We think that the District Judge was in error in holding that the President did not approve the project of which this was a part, as required by the Lanham Act. The President unquestionably gave his approval to the construction of a sewer system to serve the defense workers housed in Fairfax County and to the acquisition of needed facilities for that purpose; and it is not reasonable to assume that it was the intention of the Congress that he should pass upon the details of such projects, or that the details of construction or acquisition should be frozen by his certificate of approval or that it would be necessary to run back to him for permission when any changes were made therein. Of course, approval of a project would not authorize the construction of something entirely different. Puerto Rico Ry. Light & Power Co. v. United States, 1 Cir., 131 F.2d 491; Wildermuth v. United States, 7 Cir., 195 F.2d 18. That is not, however, what we have here. The sewer system in main outline was built as planned to furnish sewerage for the housing of defense workers in Fairfax County.

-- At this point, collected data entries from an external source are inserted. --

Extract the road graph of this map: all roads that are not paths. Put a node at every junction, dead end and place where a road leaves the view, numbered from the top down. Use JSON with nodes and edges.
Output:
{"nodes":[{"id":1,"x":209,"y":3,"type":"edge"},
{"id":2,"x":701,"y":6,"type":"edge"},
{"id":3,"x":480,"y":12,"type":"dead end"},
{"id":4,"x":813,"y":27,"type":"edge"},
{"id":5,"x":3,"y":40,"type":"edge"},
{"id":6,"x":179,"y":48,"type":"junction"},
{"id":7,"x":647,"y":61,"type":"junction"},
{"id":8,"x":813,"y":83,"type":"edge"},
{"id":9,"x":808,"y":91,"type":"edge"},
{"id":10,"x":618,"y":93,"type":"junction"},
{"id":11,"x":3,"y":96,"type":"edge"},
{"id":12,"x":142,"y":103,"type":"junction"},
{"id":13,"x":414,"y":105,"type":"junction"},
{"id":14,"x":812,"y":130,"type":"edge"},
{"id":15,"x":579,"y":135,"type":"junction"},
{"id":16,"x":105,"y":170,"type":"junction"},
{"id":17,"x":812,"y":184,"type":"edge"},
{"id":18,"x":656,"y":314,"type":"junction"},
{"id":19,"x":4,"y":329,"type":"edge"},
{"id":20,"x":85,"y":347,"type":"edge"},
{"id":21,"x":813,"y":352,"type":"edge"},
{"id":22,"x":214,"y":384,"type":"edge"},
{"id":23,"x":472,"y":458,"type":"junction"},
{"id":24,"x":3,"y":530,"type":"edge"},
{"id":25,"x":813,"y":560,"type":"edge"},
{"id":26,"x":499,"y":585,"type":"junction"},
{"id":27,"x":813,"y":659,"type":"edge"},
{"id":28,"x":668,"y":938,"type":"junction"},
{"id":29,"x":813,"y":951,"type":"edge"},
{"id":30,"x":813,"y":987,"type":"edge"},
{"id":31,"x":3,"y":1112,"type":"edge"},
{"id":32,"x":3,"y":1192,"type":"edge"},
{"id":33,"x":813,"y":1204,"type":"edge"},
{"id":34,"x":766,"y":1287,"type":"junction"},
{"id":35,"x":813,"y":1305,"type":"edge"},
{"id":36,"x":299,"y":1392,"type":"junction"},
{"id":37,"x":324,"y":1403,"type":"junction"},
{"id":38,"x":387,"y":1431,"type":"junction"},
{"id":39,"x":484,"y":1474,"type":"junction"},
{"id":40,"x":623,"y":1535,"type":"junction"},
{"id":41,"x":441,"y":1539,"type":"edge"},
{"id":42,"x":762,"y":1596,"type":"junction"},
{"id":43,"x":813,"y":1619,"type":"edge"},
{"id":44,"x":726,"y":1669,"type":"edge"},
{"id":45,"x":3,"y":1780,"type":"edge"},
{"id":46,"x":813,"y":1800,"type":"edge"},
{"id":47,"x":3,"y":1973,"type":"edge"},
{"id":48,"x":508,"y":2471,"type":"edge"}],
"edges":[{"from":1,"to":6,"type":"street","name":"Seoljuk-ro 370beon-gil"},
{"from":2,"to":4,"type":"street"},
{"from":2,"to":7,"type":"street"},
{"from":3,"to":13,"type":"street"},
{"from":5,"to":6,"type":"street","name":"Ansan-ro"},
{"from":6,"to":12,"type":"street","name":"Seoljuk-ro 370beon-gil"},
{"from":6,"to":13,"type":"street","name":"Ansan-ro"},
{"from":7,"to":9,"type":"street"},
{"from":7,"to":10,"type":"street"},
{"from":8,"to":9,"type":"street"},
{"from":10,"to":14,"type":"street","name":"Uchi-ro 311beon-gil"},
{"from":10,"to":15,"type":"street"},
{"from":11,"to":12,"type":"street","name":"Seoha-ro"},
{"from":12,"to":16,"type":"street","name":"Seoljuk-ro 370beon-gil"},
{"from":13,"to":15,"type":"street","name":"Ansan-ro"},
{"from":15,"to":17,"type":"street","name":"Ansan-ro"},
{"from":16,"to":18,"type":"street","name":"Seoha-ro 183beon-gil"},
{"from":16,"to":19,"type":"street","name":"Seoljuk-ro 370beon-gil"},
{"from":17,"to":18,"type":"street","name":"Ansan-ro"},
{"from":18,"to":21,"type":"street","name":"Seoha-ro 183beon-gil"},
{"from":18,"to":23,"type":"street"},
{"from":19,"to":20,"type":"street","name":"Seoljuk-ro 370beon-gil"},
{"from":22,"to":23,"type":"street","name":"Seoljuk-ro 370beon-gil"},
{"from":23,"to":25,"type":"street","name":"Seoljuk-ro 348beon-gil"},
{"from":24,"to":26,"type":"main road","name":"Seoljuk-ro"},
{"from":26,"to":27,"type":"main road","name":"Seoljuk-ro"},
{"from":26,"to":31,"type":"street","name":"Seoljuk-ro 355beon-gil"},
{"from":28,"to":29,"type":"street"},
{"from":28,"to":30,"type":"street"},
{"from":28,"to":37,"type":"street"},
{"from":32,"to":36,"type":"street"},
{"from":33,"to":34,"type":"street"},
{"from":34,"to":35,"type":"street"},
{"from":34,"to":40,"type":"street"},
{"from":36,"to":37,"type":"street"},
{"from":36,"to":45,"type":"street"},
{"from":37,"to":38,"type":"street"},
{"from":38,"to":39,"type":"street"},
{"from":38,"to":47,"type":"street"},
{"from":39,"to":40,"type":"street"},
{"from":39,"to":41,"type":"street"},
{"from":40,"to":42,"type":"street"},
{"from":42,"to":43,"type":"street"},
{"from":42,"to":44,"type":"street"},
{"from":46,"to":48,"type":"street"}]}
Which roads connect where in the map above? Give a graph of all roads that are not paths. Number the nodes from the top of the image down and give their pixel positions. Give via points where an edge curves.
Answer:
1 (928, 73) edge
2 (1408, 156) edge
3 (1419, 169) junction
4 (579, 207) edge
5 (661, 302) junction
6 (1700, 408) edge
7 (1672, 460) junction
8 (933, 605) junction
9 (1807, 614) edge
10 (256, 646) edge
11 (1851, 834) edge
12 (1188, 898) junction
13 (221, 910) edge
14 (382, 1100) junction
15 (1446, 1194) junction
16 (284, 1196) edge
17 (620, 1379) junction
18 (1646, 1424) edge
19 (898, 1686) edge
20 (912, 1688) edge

The acquisition of the Belle Haven system was but an incident in the carrying out of that plan. The acquisition of the mains of the Belle Haven system for a nominal consideration effected a considerable saving in the cost of the project and there was no reason why the laterals should not be taken over also, if in the opinion of those charged with responsibility in the premises this was necessary or desirable in connection with the acquisition of the mains, or was desirable otherwise from the standpoint of health or efficiency in furnishing sewerage for the housing of defense workers. Berman v. Parker, 348 U.S. 26, 36, 75 S.Ct. 98; United States ex rel. TVA v. Welch, 327 U.S. 546, 552-553, 66 S.Ct. 715, 90 L.Ed. 843. It is argued that the President did not give approval to the acquirement of the Belle Haven system; but there is nothing in the Act which can be construed as requiring approval by the President of incidental features of a project which he has approved as a whole in general outline.
Other grounds relied upon for sustaining the order of dismissal were rejected by the District Judge for reasons adequately stated in his opinion with which we are in accord. The order of dismissal will accordingly be reversed and the case will be remanded to the District Court for further proceedings not inconsistent herewith.
Reversed and Remanded.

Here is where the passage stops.